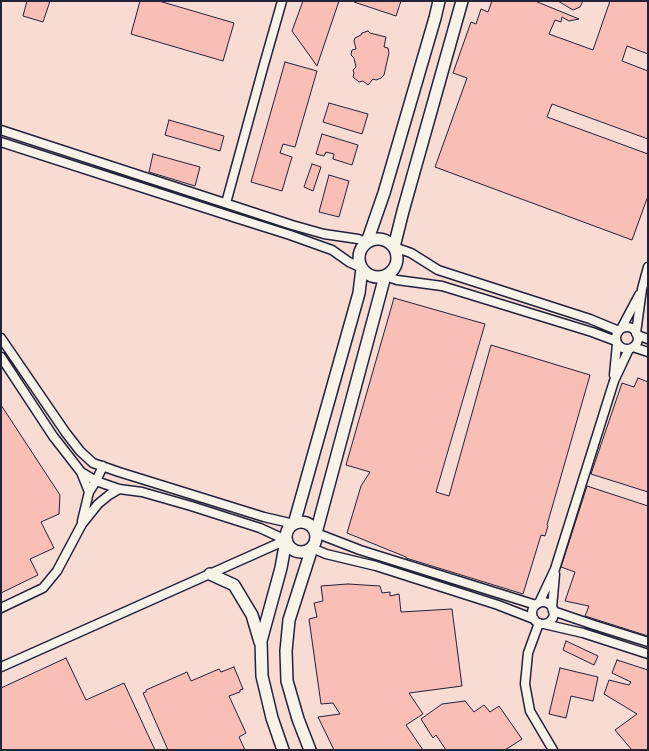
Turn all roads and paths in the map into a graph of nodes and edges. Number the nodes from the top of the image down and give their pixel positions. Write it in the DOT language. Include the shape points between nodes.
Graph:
graph roads {
  1 [pos="282,1"];
  2 [pos="440,1"];
  3 [pos="462,1"];
  4 [pos="1,130"];
  5 [pos="1,142"];
  6 [pos="226,204"];
  7 [pos="367,242"];
  8 [pos="394,247"];
  9 [pos="648,267"];
  10 [pos="362,268"];
  11 [pos="385,276"];
  12 [pos="642,289"];
  13 [pos="620,330"];
  14 [pos="637,334"];
  15 [pos="1,338"];
  16 [pos="648,339"];
  17 [pos="617,343"];
  18 [pos="631,348"];
  19 [pos="648,352"];
  20 [pos="1,357"];
  21 [pos="614,381"];
  22 [pos="103,466"];
  23 [pos="81,472"];
  24 [pos="96,481"];
  25 [pos="119,489"];
  26 [pos="89,492"];
  27 [pos="82,524"];
  28 [pos="294,524"];
  29 [pos="316,533"];
  30 [pos="286,540"];
  31 [pos="312,548"];
  32 [pos="555,569"];
  33 [pos="210,574"];
  34 [pos="538,604"];
  35 [pos="1,608"];
  36 [pos="553,610"];
  37 [pos="539,622"];
  38 [pos="648,642"];
  39 [pos="261,643"];
  40 [pos="648,654"];
  41 [pos="1,667"];
  42 [pos="283,750"];
  43 [pos="310,750"];
  44 [pos="553,750"];
  1 -- 6 [label="street"];
  2 -- 7 [label="street" via="384,193"];
  3 -- 8 [label="street"];
  4 -- 6 [label="street"];
  5 -- 10 [label="street" via="290,235 332,250"];
  6 -- 7 [label="street" via="324,234"];
  7 -- 8 [label="street" via="383,239"];
  7 -- 10 [label="street" via="360,252"];
  8 -- 11 [label="street" via="398,256 397,263 391,273"];
  8 -- 13 [label="street" via="411,253 438,270"];
  9 -- 12 [label="street"];
  10 -- 11 [label="street" via="370,275"];
  10 -- 28 [label="street" via="359,294"];
  11 -- 17 [label="street" via="442,286 584,329"];
  11 -- 29 [label="street"];
  12 -- 13 [label="street"];
  12 -- 14 [label="street"];
  13 -- 14 [label="street" via="625,327"];
  13 -- 17 [label="street" via="616,337"];
  14 -- 16 [label="street"];
  14 -- 18 [label="street" via="637,341"];
  15 -- 22 [label="street" via="80,451 93,463"];
  17 -- 18 [label="street" via="623,348"];
  17 -- 21 [label="street"];
  18 -- 19 [label="street"];
  18 -- 21 [label="street"];
  20 -- 23 [label="street" via="53,436"];
  21 -- 32 [label="street"];
  22 -- 24 [label="street"];
  22 -- 28 [label="street" via="264,517"];
  23 -- 24 [label="street"];
  23 -- 26 [label="street"];
  24 -- 25 [label="street"];
  24 -- 26 [label="street"];
  25 -- 27 [label="street" via="98,504"];
  25 -- 30 [label="street" via="142,492 190,506 260,528"];
  26 -- 27 [label="street"];
  27 -- 35 [label="street" via="57,572 43,588"];
  28 -- 29 [label="street" via="308,523"];
  28 -- 30 [label="street" via="288,530"];
  29 -- 31 [label="street"];
  29 -- 34 [label="street" via="360,550"];
  30 -- 31 [label="street" via="296,551 303,552"];
  30 -- 33 [label="street"];
  30 -- 39 [label="street"];
  31 -- 37 [label="street" via="498,605"];
  31 -- 43 [label="street" via="289,620 286,651 287,681"];
  32 -- 34 [label="street"];
  32 -- 36 [label="street"];
  33 -- 39 [label="street" via="234,585 252,615"];
  33 -- 41 [label="street"];
  34 -- 36 [label="street" via="545,603"];
  34 -- 37 [label="street" via="533,610 533,617"];
  36 -- 37 [label="street" via="554,614 550,621"];
  36 -- 38 [label="street"];
  37 -- 40 [label="street"];
  37 -- 44 [label="street" via="528,653 525,684 530,712"];
  39 -- 42 [label="street" via="262,676"];
}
◆ ◆ ◆ ◆ ◆
Required action:
Leave out the pictures and give the rest of the records again exactly.

Response to the task:
Turn all roads and paths in the map into a graph of nodes and edges. Number the nodes from the top of the image down and give their pixel positions. Write it in the DOT language. Include the shape points between nodes.
Graph:
graph roads {
  1 [pos="282,1"];
  2 [pos="440,1"];
  3 [pos="462,1"];
  4 [pos="1,130"];
  5 [pos="1,142"];
  6 [pos="226,204"];
  7 [pos="367,242"];
  8 [pos="394,247"];
  9 [pos="648,267"];
  10 [pos="362,268"];
  11 [pos="385,276"];
  12 [pos="642,289"];
  13 [pos="620,330"];
  14 [pos="637,334"];
  15 [pos="1,338"];
  16 [pos="648,339"];
  17 [pos="617,343"];
  18 [pos="631,348"];
  19 [pos="648,352"];
  20 [pos="1,357"];
  21 [pos="614,381"];
  22 [pos="103,466"];
  23 [pos="81,472"];
  24 [pos="96,481"];
  25 [pos="119,489"];
  26 [pos="89,492"];
  27 [pos="82,524"];
  28 [pos="294,524"];
  29 [pos="316,533"];
  30 [pos="286,540"];
  31 [pos="312,548"];
  32 [pos="555,569"];
  33 [pos="210,574"];
  34 [pos="538,604"];
  35 [pos="1,608"];
  36 [pos="553,610"];
  37 [pos="539,622"];
  38 [pos="648,642"];
  39 [pos="261,643"];
  40 [pos="648,654"];
  41 [pos="1,667"];
  42 [pos="283,750"];
  43 [pos="310,750"];
  44 [pos="553,750"];
  1 -- 6 [label="street"];
  2 -- 7 [label="street" via="384,193"];
  3 -- 8 [label="street"];
  4 -- 6 [label="street"];
  5 -- 10 [label="street" via="290,235 332,250"];
  6 -- 7 [label="street" via="324,234"];
  7 -- 8 [label="street" via="383,239"];
  7 -- 10 [label="street" via="360,252"];
  8 -- 11 [label="street" via="398,256 397,263 391,273"];
  8 -- 13 [label="street" via="411,253 438,270"];
  9 -- 12 [label="street"];
  10 -- 11 [label="street" via="370,275"];
  10 -- 28 [label="street" via="359,294"];
  11 -- 17 [label="street" via="442,286 584,329"];
  11 -- 29 [label="street"];
  12 -- 13 [label="street"];
  12 -- 14 [label="street"];
  13 -- 14 [label="street" via="625,327"];
  13 -- 17 [label="street" via="616,337"];
  14 -- 16 [label="street"];
  14 -- 18 [label="street" via="637,341"];
  15 -- 22 [label="street" via="80,451 93,463"];
  17 -- 18 [label="street" via="623,348"];
  17 -- 21 [label="street"];
  18 -- 19 [label="street"];
  18 -- 21 [label="street"];
  20 -- 23 [label="street" via="53,436"];
  21 -- 32 [label="street"];
  22 -- 24 [label="street"];
  22 -- 28 [label="street" via="264,517"];
  23 -- 24 [label="street"];
  23 -- 26 [label="street"];
  24 -- 25 [label="street"];
  24 -- 26 [label="street"];
  25 -- 27 [label="street" via="98,504"];
  25 -- 30 [label="street" via="142,492 190,506 260,528"];
  26 -- 27 [label="street"];
  27 -- 35 [label="street" via="57,572 43,588"];
  28 -- 29 [label="street" via="308,523"];
  28 -- 30 [label="street" via="288,530"];
  29 -- 31 [label="street"];
  29 -- 34 [label="street" via="360,550"];
  30 -- 31 [label="street" via="296,551 303,552"];
  30 -- 33 [label="street"];
  30 -- 39 [label="street"];
  31 -- 37 [label="street" via="498,605"];
  31 -- 43 [label="street" via="289,620 286,651 287,681"];
  32 -- 34 [label="street"];
  32 -- 36 [label="street"];
  33 -- 39 [label="street" via="234,585 252,615"];
  33 -- 41 [label="street"];
  34 -- 36 [label="street" via="545,603"];
  34 -- 37 [label="street" via="533,610 533,617"];
  36 -- 37 [label="street" via="554,614 550,621"];
  36 -- 38 [label="street"];
  37 -- 40 [label="street"];
  37 -- 44 [label="street" via="528,653 525,684 530,712"];
  39 -- 42 [label="street" via="262,676"];
}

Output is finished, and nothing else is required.